[Exercise instructions] Find where "Trace all roads" appears in the records below, then return that line and every later line exactly, stopping only at the last line.

*** Opening of Extracted data ***

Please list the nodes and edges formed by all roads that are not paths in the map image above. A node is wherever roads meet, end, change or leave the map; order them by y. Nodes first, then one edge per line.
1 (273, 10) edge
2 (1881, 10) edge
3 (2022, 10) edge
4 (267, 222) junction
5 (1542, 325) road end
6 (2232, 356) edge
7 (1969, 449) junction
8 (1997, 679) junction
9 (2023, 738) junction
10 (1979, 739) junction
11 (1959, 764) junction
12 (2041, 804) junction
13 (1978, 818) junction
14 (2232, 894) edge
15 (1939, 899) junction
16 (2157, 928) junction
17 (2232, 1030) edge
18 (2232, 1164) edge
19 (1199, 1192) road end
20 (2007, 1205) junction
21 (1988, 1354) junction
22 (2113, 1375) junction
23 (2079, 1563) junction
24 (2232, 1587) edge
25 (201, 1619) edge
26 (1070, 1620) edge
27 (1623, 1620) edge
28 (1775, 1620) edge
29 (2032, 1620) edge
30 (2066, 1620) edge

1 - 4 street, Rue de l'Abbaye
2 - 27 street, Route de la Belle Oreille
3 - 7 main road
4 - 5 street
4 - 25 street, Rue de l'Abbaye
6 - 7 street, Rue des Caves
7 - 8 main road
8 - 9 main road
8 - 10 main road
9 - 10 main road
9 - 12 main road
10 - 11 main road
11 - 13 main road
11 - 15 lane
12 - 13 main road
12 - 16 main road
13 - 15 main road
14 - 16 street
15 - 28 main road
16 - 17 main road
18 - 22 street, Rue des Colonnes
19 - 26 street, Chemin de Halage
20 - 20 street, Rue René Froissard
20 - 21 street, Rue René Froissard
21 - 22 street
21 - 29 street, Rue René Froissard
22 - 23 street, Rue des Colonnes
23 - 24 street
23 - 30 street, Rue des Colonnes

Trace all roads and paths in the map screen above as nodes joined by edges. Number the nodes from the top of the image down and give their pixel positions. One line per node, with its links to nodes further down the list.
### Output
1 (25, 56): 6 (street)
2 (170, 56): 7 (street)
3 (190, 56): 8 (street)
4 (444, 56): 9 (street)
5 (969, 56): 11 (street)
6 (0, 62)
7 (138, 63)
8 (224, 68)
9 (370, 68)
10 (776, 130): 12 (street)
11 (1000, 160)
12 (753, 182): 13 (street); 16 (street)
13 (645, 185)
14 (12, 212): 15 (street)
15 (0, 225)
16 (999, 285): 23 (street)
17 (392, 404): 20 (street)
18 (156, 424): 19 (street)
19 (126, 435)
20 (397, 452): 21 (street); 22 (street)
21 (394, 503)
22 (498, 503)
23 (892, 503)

*** Close of Extracted data ***

[Result of this exercise]
Trace all roads and paths in the map screen above as nodes joined by edges. Number the nodes from the top of the image down and give their pixel positions. One line per node, with its links to nodes further down the list.
### Output
1 (25, 56): 6 (street)
2 (170, 56): 7 (street)
3 (190, 56): 8 (street)
4 (444, 56): 9 (street)
5 (969, 56): 11 (street)
6 (0, 62)
7 (138, 63)
8 (224, 68)
9 (370, 68)
10 (776, 130): 12 (street)
11 (1000, 160)
12 (753, 182): 13 (street); 16 (street)
13 (645, 185)
14 (12, 212): 15 (street)
15 (0, 225)
16 (999, 285): 23 (street)
17 (392, 404): 20 (street)
18 (156, 424): 19 (street)
19 (126, 435)
20 (397, 452): 21 (street); 22 (street)
21 (394, 503)
22 (498, 503)
23 (892, 503)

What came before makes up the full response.